- The first Tech Against Trafficking Summit brought together over 160 global anti-trafficking leaders to discuss how the field can expand opportunities for collaboration and accelerate the impact of innovative technology solutions.
- The potential of technology to help prevent and address modern slavery is amply understood; however, technology cannot be the single solution to this problem.
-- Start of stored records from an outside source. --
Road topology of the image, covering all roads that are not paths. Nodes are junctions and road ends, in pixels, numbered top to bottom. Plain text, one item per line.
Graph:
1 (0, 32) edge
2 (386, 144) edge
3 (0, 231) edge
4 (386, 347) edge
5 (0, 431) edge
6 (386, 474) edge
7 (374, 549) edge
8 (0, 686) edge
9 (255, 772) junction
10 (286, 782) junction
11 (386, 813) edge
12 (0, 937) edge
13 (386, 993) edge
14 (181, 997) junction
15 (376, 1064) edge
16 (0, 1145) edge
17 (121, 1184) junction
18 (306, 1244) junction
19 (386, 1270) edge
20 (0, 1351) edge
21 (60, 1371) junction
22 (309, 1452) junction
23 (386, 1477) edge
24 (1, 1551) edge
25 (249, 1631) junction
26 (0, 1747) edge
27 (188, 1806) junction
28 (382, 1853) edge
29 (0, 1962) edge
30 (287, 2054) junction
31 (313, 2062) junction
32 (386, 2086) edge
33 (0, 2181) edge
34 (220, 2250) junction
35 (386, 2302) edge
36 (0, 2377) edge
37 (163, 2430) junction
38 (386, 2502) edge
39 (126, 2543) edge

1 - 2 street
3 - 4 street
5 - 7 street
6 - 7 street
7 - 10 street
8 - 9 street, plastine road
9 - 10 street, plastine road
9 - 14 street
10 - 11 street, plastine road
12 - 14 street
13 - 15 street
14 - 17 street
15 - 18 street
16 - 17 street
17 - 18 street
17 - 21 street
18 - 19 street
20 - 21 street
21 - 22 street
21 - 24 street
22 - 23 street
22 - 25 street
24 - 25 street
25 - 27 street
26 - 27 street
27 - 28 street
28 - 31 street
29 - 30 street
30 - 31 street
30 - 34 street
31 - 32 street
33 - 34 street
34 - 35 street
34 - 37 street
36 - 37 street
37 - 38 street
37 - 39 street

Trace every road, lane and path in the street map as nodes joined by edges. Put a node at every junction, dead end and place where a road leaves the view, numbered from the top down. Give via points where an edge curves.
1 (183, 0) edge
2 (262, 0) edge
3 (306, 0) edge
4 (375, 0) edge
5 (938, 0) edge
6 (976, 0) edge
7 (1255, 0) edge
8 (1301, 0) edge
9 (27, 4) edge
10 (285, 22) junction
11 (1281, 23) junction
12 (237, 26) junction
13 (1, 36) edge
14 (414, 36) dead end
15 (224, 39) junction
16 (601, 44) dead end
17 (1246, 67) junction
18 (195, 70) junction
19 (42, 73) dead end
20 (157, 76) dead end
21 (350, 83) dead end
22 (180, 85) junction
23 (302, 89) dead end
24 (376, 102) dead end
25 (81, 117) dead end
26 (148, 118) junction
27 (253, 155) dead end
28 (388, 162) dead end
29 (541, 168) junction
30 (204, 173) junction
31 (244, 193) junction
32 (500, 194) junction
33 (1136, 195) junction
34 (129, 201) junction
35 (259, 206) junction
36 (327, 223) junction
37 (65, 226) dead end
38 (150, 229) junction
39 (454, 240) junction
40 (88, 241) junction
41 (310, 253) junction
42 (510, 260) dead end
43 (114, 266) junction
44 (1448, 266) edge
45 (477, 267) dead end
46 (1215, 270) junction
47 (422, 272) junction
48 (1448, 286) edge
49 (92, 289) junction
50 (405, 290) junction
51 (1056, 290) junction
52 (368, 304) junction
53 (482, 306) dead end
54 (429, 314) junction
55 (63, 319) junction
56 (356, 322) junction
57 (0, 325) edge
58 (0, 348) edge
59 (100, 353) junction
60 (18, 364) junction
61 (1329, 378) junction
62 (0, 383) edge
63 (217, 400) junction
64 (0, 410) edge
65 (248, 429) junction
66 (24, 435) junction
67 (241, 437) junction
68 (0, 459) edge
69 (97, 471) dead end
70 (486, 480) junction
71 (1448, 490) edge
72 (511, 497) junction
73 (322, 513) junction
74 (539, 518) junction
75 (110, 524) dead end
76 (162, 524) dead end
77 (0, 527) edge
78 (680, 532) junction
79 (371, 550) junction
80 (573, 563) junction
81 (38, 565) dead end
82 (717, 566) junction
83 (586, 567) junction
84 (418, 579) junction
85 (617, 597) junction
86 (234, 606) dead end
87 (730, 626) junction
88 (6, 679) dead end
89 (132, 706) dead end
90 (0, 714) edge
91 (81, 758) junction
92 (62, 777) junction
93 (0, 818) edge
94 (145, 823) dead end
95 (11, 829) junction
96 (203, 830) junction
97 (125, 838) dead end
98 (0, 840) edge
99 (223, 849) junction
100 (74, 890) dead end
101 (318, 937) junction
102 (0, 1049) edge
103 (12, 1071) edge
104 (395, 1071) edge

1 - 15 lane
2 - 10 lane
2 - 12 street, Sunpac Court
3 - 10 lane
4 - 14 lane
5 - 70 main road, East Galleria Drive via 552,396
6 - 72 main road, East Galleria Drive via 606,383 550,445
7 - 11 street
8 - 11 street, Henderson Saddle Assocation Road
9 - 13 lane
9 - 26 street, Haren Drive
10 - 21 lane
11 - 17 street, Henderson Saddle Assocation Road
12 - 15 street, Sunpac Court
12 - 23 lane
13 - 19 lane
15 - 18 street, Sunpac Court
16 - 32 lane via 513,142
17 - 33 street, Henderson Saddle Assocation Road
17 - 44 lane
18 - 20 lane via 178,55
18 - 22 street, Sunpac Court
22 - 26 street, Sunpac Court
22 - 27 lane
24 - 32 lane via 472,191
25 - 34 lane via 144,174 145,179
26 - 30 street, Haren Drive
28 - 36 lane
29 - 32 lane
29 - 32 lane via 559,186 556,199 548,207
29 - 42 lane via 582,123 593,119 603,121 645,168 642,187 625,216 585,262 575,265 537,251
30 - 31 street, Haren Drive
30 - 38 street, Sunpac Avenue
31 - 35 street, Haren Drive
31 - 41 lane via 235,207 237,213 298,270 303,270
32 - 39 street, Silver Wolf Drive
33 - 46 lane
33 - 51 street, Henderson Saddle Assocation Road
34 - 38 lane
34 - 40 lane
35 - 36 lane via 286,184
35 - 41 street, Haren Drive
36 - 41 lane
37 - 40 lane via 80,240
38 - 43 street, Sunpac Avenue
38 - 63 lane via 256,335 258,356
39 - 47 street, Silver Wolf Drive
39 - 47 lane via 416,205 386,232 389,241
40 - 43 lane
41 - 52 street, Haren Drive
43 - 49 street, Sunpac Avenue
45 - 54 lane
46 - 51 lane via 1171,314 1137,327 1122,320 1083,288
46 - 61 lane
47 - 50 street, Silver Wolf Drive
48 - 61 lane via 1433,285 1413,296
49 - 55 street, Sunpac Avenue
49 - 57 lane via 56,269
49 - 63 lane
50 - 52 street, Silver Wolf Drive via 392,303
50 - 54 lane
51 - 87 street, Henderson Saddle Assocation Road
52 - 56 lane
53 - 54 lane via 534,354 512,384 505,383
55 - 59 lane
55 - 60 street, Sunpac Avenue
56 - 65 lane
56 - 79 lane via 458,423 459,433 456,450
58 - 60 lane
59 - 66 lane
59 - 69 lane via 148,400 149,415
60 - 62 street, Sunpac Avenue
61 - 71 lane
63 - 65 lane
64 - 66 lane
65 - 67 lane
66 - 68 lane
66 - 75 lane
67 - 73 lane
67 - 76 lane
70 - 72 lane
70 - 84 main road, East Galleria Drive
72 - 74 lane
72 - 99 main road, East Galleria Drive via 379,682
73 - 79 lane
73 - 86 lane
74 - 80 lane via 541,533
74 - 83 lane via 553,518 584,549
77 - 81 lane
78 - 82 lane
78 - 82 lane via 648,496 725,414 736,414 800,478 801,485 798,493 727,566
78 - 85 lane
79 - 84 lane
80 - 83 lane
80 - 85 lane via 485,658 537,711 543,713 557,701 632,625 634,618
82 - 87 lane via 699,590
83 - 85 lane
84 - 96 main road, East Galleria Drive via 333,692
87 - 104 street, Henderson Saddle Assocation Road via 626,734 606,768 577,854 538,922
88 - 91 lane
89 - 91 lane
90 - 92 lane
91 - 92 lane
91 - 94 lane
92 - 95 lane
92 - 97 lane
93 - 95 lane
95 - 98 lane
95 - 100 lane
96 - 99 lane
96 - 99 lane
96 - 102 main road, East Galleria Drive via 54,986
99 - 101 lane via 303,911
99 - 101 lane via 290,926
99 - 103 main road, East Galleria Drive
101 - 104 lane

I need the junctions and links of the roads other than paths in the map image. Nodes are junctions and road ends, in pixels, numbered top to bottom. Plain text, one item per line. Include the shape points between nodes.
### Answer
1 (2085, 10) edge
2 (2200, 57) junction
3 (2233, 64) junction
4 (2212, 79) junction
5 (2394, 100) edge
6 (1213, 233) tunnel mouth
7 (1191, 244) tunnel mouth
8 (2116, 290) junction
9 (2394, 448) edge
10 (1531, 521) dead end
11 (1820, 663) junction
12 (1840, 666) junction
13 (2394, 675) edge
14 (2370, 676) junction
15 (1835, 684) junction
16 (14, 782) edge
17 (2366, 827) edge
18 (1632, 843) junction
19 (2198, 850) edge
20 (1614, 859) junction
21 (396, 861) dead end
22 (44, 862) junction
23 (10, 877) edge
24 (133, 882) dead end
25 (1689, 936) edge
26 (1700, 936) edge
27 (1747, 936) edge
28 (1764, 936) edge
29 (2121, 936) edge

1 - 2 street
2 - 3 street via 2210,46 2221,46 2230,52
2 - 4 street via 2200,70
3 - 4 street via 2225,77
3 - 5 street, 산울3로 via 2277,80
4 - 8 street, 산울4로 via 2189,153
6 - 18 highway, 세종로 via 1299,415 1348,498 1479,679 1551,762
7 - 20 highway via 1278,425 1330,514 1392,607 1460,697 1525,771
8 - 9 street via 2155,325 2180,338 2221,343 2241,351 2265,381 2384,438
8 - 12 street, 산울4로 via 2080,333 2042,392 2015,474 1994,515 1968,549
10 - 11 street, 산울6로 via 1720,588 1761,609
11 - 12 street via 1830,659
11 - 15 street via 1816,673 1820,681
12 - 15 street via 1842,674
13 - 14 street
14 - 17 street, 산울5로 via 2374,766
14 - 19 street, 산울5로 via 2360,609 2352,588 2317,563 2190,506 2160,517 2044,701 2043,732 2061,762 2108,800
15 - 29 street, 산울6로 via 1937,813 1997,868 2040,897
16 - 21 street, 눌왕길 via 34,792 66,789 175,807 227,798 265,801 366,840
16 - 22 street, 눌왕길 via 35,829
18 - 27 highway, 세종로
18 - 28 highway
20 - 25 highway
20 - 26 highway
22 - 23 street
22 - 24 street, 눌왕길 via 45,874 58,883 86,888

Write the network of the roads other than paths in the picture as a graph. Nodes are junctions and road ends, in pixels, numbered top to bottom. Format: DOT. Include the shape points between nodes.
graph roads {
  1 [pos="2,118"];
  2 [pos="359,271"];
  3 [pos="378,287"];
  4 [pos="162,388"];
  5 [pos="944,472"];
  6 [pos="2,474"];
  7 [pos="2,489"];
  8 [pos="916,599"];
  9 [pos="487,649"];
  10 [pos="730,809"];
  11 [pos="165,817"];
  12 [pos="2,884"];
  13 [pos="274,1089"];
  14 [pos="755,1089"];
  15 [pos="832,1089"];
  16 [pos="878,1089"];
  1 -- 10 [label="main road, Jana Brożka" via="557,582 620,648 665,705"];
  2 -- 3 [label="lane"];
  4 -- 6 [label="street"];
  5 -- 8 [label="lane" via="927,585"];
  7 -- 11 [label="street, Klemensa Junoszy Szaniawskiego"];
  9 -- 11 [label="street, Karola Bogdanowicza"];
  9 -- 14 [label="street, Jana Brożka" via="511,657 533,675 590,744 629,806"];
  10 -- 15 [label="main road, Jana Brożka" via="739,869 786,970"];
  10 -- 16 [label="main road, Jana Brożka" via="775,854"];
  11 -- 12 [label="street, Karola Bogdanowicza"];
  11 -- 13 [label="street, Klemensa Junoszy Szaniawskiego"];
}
Multi-stakeholder partnerships remain essential to connect businesses, technologists, anti-trafficking organizations, survivors, governments, and investors.
- TAT is excited to kick-off the third TAT Accelerator and work with Polaris’ Nonechka program and the Issara Institute to help accelerate the scale and impact of their technology solutions.
On September 27-28, Amazon and BSR hosted the first Tech Against Trafficking Summit in Seattle, Washington, USA. The summit brought together over 160 leaders from the anti-trafficking field, including businesses, survivors and activists, governments, investors, and civil society, to expand opportunities for collaboration and accelerate the impact of innovative technology solutions addressing human trafficking.
Throughout the summit, 10 organizations presented their innovative technology tools that help combat different forms of human trafficking: Polaris, Diginex, Winrock, Stop the Traffik, Pacific Links Foundation, Fundación Pasos Libres, Altana AI, Commit Global, Trilateral Research, and Quizzr. In addition to these organizations, TAT members provided examples of how their companies are supporting anti-trafficking efforts and preventing the misuse of their platforms.
Here are some key takeaways from the summit, which will inform the agenda in leveraging technology to combat human trafficking:
- We need to address the barriers that prevent effective deployment of technology. First, technology development is often siloed, and there is not enough dissemination across actors, which limits impact and leads to duplicated efforts. Second, technology is often developed in the global North, without sufficient awareness of the local context in which the solutions will be deployed. Finally, current financing models don’t address the needs of the field. Technology investments are seen as “overhead” costs for most civil society organizations, and anti-trafficking organizations struggle to find long-term funding to scale their efforts.
- It is critical that technologies are built with a survivor-first and trauma-informed approach. Most technology and anti-trafficking efforts today are led by professionals, not by survivors. Speakers at the summit repeatedly highlighted that technology development efforts should focus primarily on empowering survivors. For example, participatory technology tools that provide agency to impacted individuals have the potential to break existing power dynamics. When using and managing anti-trafficking data, we should not oversee the fact that data is about individuals’ lives and experiences. Similarly, funders should focus on supporting survivor-led organizations.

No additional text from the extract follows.